Shenanigans of the New York District Attorney

How in the world is President Trump going to get a fair trial in New York County?

Via Wikimedia Commons
Gregory Peck as Captain Ahab in the 1956 film 'Moby Dick.' Via Wikimedia Commons

With all the shenanigans going on within — and without — the office of Manhattan’s district attorney, Alvin Bragg, how in the world is President Trump going to get a fair trial in New York County? The question bedevils us as the inner workings of the prosecutor’s office tumble into the public prints before so much as a single indictment has been handed up. What a disgraceful, unseemly, and politicized affair this has become.

The latest development involves Mr. Bragg’s whiplash-inducing volte-face on whether to conduct a criminal probe of Mr. Trump. A new grand jury is weighing whether the former president broke any laws over the payment of, as the New York Times puts it,  “hush money to a porn star during his 2016 campaign.” A previous investigation of Mr. Trump by Mr. Bragg’s office fizzled out early last year, prompting two of the DA’s deputies to resign. 

At the time, Mr. Bragg had just taken office and had developed “serious doubts” about the case being developed against Mr. Trump. The case centered on whether Mr. Trump broke the law “by inflating the value of his assets in the annual statements,” the Times reported. There was just one problem with the case that seemed to worry Mr. Bragg: Where were the victims of Mr. Trump’s alleged lawbreaking? 

Even if Mr. Trump had, as the prosecutors said, overstated the value of the properties he was borrowing against, the Times said, “Mr. Trump’s lenders had not lost money on the loans but had in fact profited from them.” So the prosecutors “switched gears.” The new plan “was to charge Mr. Trump with conspiracy and falsifying business records.” Yet on that, too, Mr. Bragg was reportedly hesitant to proceed. 

That’s when the deputies, Mark Pomerantz and Carey Dunne, quit. Quietly into the night, though, they did not go. Mr. Pomerantz penned a letter to Mr. Bragg saying that Mr. Trump “has a long history of fabricating information relating to his personal finances” and “lying about his assets.” It concluded that there is “no doubt about whether” Mr. Trump “committed crimes — he did.” No need, it seems, for such daintiness as a jury.

Lamenting that the probe “has been suspended indefinitely,” Mr. Pomerantz conceded to Mr. Bragg that it was “your decision to make.” Nor did he, he wrote to Mr. Bragg, “question your authority to make it.” He even granted that his boss “made it sincerely.” Even so, “a decision made in good faith may nevertheless be wrong.” He called Mr. Bragg’s decision “misguided and completely contrary to the public interest.” 

It’s no surprise that a high-minded public servant like Mr. Pomerantz decided to embroider on this theme with a book due out next week. He “was a retired lawyer living a calm suburban life,” the publisher explains, when he was asked to join the investigation of Mr. Trump. Yet the expected “indictment never happened,” and the book purports to explain how “Trump manages to dance between the raindrops of accountability.” 

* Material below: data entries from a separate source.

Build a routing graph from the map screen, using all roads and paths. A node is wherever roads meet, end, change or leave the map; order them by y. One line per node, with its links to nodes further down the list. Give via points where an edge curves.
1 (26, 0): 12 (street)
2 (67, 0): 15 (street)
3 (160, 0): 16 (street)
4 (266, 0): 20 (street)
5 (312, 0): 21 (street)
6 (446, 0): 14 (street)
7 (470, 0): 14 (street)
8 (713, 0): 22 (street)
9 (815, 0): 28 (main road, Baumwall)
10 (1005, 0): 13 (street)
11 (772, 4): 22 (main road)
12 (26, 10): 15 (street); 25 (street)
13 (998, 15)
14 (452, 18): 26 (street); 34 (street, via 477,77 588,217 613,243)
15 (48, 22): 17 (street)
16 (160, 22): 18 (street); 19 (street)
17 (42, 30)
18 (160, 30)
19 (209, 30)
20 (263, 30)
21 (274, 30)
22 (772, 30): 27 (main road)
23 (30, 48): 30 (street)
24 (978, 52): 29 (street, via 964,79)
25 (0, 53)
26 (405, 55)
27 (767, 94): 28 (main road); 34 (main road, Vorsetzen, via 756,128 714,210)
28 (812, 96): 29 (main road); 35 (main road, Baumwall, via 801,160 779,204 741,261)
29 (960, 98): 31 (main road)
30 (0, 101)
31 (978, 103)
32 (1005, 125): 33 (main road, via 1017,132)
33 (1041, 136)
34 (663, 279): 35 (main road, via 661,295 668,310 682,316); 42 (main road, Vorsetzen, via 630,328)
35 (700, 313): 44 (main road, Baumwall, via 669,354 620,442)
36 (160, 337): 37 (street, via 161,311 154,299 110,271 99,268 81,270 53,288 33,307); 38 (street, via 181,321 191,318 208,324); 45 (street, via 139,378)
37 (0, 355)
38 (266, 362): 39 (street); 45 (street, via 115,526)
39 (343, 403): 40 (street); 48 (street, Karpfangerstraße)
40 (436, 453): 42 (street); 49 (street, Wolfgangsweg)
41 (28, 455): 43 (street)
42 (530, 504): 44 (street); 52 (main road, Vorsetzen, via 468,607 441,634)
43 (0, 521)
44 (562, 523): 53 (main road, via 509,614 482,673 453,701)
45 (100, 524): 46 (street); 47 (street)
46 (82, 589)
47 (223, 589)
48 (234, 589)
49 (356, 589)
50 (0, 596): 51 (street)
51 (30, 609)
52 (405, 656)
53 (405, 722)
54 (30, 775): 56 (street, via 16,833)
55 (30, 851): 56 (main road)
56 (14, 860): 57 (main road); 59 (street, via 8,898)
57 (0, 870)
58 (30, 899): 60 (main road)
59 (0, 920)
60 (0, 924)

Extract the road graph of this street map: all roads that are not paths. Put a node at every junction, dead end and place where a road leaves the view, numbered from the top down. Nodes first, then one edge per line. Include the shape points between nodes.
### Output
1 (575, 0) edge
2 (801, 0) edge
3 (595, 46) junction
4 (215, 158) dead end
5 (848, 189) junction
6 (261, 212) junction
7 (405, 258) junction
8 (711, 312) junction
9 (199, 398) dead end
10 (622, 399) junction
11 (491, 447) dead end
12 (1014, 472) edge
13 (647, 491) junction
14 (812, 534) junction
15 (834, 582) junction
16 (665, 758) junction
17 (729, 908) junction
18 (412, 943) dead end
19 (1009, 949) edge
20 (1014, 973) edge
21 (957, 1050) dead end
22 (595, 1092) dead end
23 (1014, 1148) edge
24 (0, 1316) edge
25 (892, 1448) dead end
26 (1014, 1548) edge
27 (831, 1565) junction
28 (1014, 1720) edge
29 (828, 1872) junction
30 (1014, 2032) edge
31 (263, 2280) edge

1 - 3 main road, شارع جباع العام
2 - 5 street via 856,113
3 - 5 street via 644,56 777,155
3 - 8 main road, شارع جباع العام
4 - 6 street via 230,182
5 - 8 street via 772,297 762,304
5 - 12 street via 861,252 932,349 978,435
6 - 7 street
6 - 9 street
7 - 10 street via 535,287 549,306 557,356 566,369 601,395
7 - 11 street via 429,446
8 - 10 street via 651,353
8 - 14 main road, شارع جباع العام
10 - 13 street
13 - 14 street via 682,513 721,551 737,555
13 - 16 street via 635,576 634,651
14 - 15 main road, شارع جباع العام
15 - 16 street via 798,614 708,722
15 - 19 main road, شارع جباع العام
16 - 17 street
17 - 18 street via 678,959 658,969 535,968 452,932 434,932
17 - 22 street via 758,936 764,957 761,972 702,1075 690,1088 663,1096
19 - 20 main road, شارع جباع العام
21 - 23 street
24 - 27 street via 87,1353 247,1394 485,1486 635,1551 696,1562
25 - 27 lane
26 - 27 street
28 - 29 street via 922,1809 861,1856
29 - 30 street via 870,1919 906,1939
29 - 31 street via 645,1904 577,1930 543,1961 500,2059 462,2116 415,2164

Mr. Bragg, the Times reports, has complained to the publisher “expressing concern that the book might disclose grand jury information” or “interfere with the investigation.” It’s unclear what, if any, further steps are planned to stop the book from hitting shelves. The prosecution, though, appears to be as flimsy as ever. The criminal violation being weighed, the Times says, is usually a misdemeanor — falsifying business records.

“To make it a felony,” the Times reports, Mr. Bragg’s office would  need to prove Mr. Trump faked the records in order to violate state election law — an “untested” and therefore “risky” tactic. It reminds of Justice Robert Jackson’s warning that “the greatest danger of abuse of prosecuting power lies” in the prospect of law enforcement becoming “personal.” How else to account for the Manhattan DA’s office’s Ahab-like obsession with Mr. Trump?